Io ascolto i Ramones 24 ore su 24 in loop, praticamente. Anche se c'ho una certa età. Oramai. Per me sono al numero 1 e quando lo professo in pubblico pensano che sia una provocazione, così tanto per dire. Ma non è. E' purissima verità

In effetti, l'artista non perde occasione per professare pubblicamente la propria fede ai Ramones. E non solo con semplici interviste, ma anche con fatti più concreti, che provano che non si tratta di semplici provocazioni, ma di un vero e proprio credo. Pablo è da sempre tra gli organizzatori della manifestazione "Arezzo Wave" (www.arezzowave.com); a lui è affidata da anni l'immagine grafica del festival. Durante "Arezzo Wave" dell'estate 2004, tra le iniziative organizzate per raccogliere fondi da destinare al progetto di Emergency in Afganistan, Pablo ha pensato anche ad una mostra di pittura dalle caratteristiche particolari.

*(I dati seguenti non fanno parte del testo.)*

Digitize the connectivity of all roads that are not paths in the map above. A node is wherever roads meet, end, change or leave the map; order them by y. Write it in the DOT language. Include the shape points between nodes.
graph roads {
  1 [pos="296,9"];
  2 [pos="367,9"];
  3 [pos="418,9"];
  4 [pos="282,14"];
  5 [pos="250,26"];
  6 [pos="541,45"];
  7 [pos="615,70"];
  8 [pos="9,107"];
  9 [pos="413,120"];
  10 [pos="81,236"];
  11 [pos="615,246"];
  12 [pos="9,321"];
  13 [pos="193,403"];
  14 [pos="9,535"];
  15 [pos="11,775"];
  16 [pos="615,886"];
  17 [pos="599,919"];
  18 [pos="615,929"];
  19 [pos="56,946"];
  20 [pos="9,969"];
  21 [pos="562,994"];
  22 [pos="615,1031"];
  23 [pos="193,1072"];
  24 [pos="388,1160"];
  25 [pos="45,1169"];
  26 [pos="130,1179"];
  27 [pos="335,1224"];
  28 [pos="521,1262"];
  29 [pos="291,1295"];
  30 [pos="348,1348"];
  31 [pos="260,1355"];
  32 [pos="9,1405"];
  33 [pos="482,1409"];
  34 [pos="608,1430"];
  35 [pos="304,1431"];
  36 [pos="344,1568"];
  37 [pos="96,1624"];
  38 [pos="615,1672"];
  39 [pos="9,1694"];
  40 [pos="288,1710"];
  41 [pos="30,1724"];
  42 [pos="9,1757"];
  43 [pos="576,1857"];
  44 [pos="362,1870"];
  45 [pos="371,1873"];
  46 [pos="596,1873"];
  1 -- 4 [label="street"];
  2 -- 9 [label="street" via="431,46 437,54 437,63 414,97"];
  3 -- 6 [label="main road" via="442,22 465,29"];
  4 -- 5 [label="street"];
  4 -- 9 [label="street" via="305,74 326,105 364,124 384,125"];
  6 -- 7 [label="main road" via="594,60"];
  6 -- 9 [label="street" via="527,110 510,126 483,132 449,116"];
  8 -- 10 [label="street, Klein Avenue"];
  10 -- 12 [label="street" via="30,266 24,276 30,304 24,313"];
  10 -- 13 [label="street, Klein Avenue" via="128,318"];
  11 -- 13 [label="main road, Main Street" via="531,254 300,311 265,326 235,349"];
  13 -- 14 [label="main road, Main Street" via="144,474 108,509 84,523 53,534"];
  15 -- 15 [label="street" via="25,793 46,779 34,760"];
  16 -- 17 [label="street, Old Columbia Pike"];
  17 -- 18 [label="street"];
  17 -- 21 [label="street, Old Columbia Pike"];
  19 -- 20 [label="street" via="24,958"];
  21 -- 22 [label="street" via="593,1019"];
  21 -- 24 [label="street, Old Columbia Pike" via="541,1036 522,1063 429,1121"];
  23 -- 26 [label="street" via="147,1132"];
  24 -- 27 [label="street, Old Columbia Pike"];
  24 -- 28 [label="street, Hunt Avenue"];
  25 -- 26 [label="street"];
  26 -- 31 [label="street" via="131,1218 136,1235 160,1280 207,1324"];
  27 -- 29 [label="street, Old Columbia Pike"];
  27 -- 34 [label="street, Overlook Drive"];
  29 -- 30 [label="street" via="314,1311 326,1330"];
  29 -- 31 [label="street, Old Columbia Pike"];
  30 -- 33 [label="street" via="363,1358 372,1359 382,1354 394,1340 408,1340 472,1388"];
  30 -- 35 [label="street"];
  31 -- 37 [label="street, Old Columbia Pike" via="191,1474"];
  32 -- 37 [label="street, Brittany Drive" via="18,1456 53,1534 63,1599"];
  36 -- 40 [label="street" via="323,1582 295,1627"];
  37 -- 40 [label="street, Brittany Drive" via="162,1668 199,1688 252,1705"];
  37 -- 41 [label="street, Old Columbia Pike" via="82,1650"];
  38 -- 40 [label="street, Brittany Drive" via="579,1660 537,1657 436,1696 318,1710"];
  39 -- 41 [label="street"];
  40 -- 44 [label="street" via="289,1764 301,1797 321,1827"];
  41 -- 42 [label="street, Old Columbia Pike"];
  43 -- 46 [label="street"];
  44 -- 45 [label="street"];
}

Immagina. Immagina che avresti fatto se la band o l'autore dei tuoi sogni ti avesse chiesto di disegnargli una copertina, immagina come l'avresti realizzata tu, la copertina del disco che più ami o che più hai amato
Grazie anche alla collaborazione del giornalista Vincenzo Mollica, si è così riusciti a coinvolgere una serie di artisti (alcuni pittori e altri dal mondo della musica e dello spettacolo), che hanno accettato di ridipingere la copertina dell'album che più hanno amato ed ascoltato nella propria vita. Citiamo Andy dei Bluvertigo, Alessandro Benvenuti, Adriano Celentano, Barbara Nahmad, Constantin, Davide Toffolo, Franco Matticchio, Giorgio Cavazzano, Jovanotti, Luca Carboni, Milo Manara, Matteo Guarnaccia, Mauro Cicarè, Massimo Cavezzali, Paola Turci, Roberto Coda Zabetta, Sarah Ledda, Staino ed ovviamente lo stesso ideatore.

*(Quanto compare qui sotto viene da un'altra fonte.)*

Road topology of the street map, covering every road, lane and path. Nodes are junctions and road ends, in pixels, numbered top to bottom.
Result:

E che copertina potrebbe mai aver realizzato Pablo? Naturalmente una copertina dedicata ai Fast Four, che si è aggiudicato Mauro Valenti, patron di "Arezzo Wave" (leggi questa notizia se vuoi vedere la copertina reinterpretata del primo album dei Ramones).

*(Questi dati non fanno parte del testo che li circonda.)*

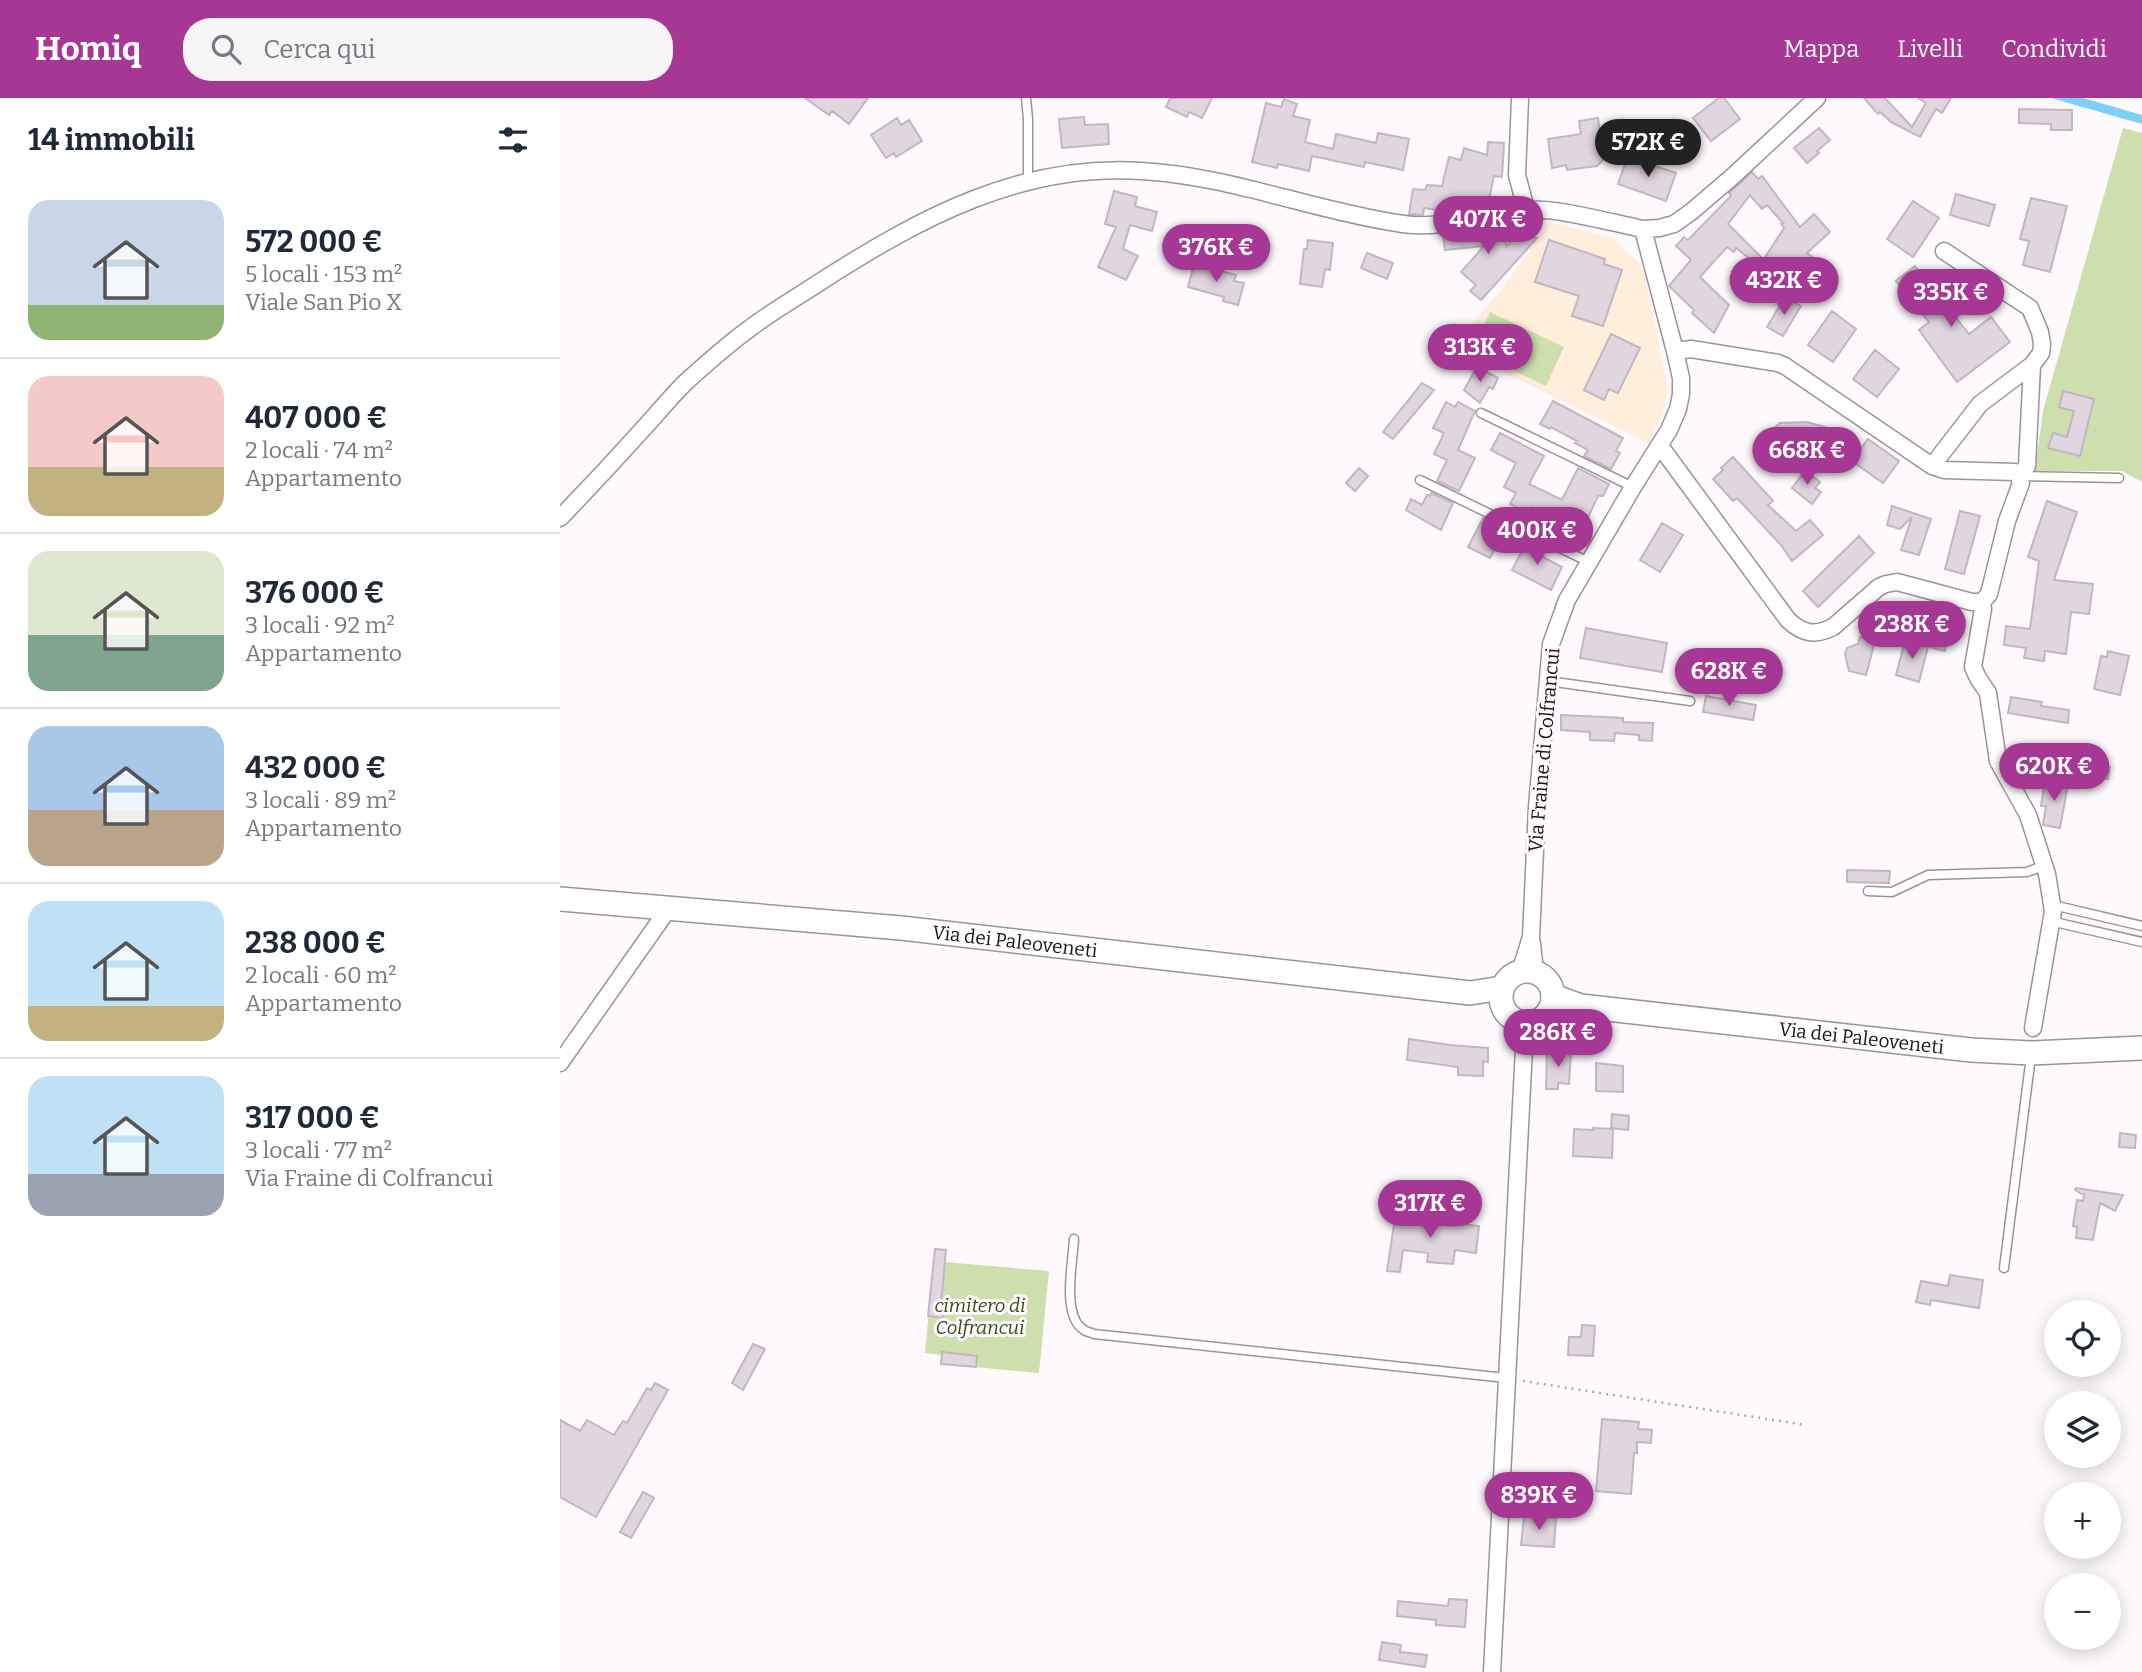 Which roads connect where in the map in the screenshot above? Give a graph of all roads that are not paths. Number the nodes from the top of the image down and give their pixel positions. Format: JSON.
{"nodes":[{"id":1,"x":1026,"y":98,"type":"edge"},
{"id":2,"x":1520,"y":98,"type":"edge"},
{"id":3,"x":1817,"y":98,"type":"edge"},
{"id":4,"x":1028,"y":181,"type":"junction"},
{"id":5,"x":1525,"y":209,"type":"junction"},
{"id":6,"x":1643,"y":229,"type":"junction"},
{"id":7,"x":1944,"y":251,"type":"dead end"},
{"id":8,"x":1675,"y":351,"type":"junction"},
{"id":9,"x":2032,"y":365,"type":"junction"},
{"id":10,"x":1480,"y":413,"type":"dead end"},
{"id":11,"x":1660,"y":446,"type":"junction"},
{"id":12,"x":1932,"y":466,"type":"junction"},
{"id":13,"x":2020,"y":476,"type":"junction"},
{"id":14,"x":2119,"y":478,"type":"dead end"},
{"id":15,"x":1420,"y":480,"type":"dead end"},
{"id":16,"x":1633,"y":487,"type":"junction"},
{"id":17,"x":560,"y":518,"type":"edge"},
{"id":18,"x":1589,"y":562,"type":"junction"},
{"id":19,"x":1982,"y":602,"type":"junction"},
{"id":20,"x":1548,"y":681,"type":"junction"},
{"id":21,"x":1690,"y":701,"type":"dead end"},
{"id":22,"x":2043,"y":866,"type":"junction"},
{"id":23,"x":1868,"y":891,"type":"dead end"},
{"id":24,"x":560,"y":899,"type":"edge"},
{"id":25,"x":669,"y":908,"type":"junction"},
{"id":26,"x":2052,"y":911,"type":"junction"},
{"id":27,"x":2142,"y":926,"type":"edge"},
{"id":28,"x":2142,"y":942,"type":"edge"},
{"id":29,"x":1528,"y":972,"type":"junction"},
{"id":30,"x":1501,"y":996,"type":"junction"},
{"id":31,"x":1539,"y":1013,"type":"junction"},
{"id":32,"x":2033,"y":1028,"type":"dead end"},
{"id":33,"x":2142,"y":1048,"type":"edge"},
{"id":34,"x":2031,"y":1053,"type":"junction"},
{"id":35,"x":560,"y":1063,"type":"edge"},
{"id":36,"x":1074,"y":1239,"type":"dead end"},
{"id":37,"x":2004,"y":1268,"type":"dead end"},
{"id":38,"x":1506,"y":1378,"type":"junction"},
{"id":39,"x":1492,"y":1672,"type":"edge"}],
"edges":[{"from":1,"to":4,"type":"lane"},
{"from":2,"to":5,"type":"street"},
{"from":3,"to":6,"type":"street"},
{"from":4,"to":5,"type":"street"},
{"from":4,"to":17,"type":"street"},
{"from":5,"to":6,"type":"street"},
{"from":6,"to":8,"type":"street","name":"Via Fraine di Colfrancui"},
{"from":7,"to":9,"type":"street"},
{"from":8,"to":11,"type":"street","name":"Via Fraine di Colfrancui"},
{"from":8,"to":12,"type":"street"},
{"from":9,"to":12,"type":"street"},
{"from":9,"to":13,"type":"street"},
{"from":10,"to":16,"type":"lane"},
{"from":11,"to":16,"type":"street","name":"Via Fraine di Colfrancui"},
{"from":11,"to":19,"type":"street"},
{"from":12,"to":13,"type":"street"},
{"from":13,"to":14,"type":"lane"},
{"from":13,"to":19,"type":"street"},
{"from":15,"to":18,"type":"lane"},
{"from":16,"to":18,"type":"street","name":"Via Fraine di Colfrancui"},
{"from":18,"to":20,"type":"street","name":"Via Fraine di Colfrancui"},
{"from":19,"to":22,"type":"street"},
{"from":20,"to":21,"type":"lane"},
{"from":20,"to":29,"type":"street","name":"Via Fraine di Colfrancui"},
{"from":22,"to":23,"type":"lane"},
{"from":22,"to":26,"type":"street"},
{"from":24,"to":25,"type":"main road","name":"Via dei Paleoveneti"},
{"from":25,"to":30,"type":"main road","name":"Via dei Paleoveneti"},
{"from":25,"to":35,"type":"street"},
{"from":26,"to":27,"type":"lane"},
{"from":26,"to":28,"type":"lane"},
{"from":26,"to":32,"type":"street"},
{"from":29,"to":30,"type":"main road"},
{"from":29,"to":31,"type":"main road"},
{"from":30,"to":31,"type":"main road","name":"Via dei Paleoveneti"},
{"from":31,"to":34,"type":"main road","name":"Via dei Paleoveneti"},
{"from":31,"to":38,"type":"street"},
{"from":33,"to":34,"type":"main road","name":"Via dei Paleoveneti"},
{"from":34,"to":37,"type":"lane"},
{"from":36,"to":38,"type":"lane"},
{"from":38,"to":39,"type":"street"}]}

Ma dei Ramones si parla anche nei libri di Pablo: nel giallo dal titolo "Delitto d'autore" (Shake, Milano), ma anche ne "La casa del desiderio", uscito presso Manni di Lecce e di cui riportiamo per gentile concessione dello stesso autore un paio di brani dedicati al quartetto newyorkese:

Ora che Joey, Dee Dee e Johnny - Ramone, per chi non l'avesse capito - ci hanno lasciato per sempre, ora che le loro scariche adrenaliniche sono purissima energia cosmica in grado di lobotomizzare l'universo, ora che ai loro jeans sderenati si riconosce unanimemente la stessa forza espressiva di un sacco di Burri, ora che un intero mondo che sembrava troppo ruvido per venire scalfito dalla vecchiaia - figuriamoci dalla morte - è anch'esso sfiorito, raggrinzito, seppellito come tutti i mondi che l'hanno preceduto, ora che tutto questo s'è puntualmente verificato, ecco che ci troviamo sul promontorio ideale per avviare un'opera di ricomposizione degli incerti lacerti che la risacca della memoria deposita sulla spiaggia.
Passeggiando sulla battigia, non è indolore riconoscere e raccattare uno a uno gli ossicini seppiolini, i corpicini rinseccoliti, le vestigia spolpate dall'erosione della rimozione generale con la quale il Grande Resettore cerca di insabbiare quel poco che varrebbe la pena di salvare dalla dissipazione, dallo sperpero, dalla polverizzazione, dall'incurabile cancro dell'entropico.
Un occhio esercitato può scorgere le flebili scie fosforescenti che si trascinano stancamente nel buio dei fondali abissali in cui siamo piombati, riconoscere le creature spurie che si affacciano guardinghe dalle screpolature del muro che pavidamente ogni giorno innalziamo davanti al desiderio per non venirne abbacinati, folgorati, inceneriti, per non essere costretti a seguirlo fino all'inferno o dove caspiterina vuole condurci lui, magari dritto su in paradiso
(omissis)

PS. Tale fu la despressione, la demoralizzazione, la prostrazione mentale, che quando nel 1980 i Ramones tennero il loro fulgido concerto a Roma, nei giardini di Castel Sant'Angelo, io non ci andai, manco tirai fuori il naso dall'uscio, disertai.
Ne sentii in lontananza il martellare. In linea d'aria saranno stati cinquecento metri massimo.
Solo ora me lo sono potuto vedere, in dvd, ora che tre su quattro sono lassù a infliggere un robusto elettroshock ai beati. Dannati loro!
Insomma, come afferma lo stesso artista, la sua scrittura è un ramonestormentone!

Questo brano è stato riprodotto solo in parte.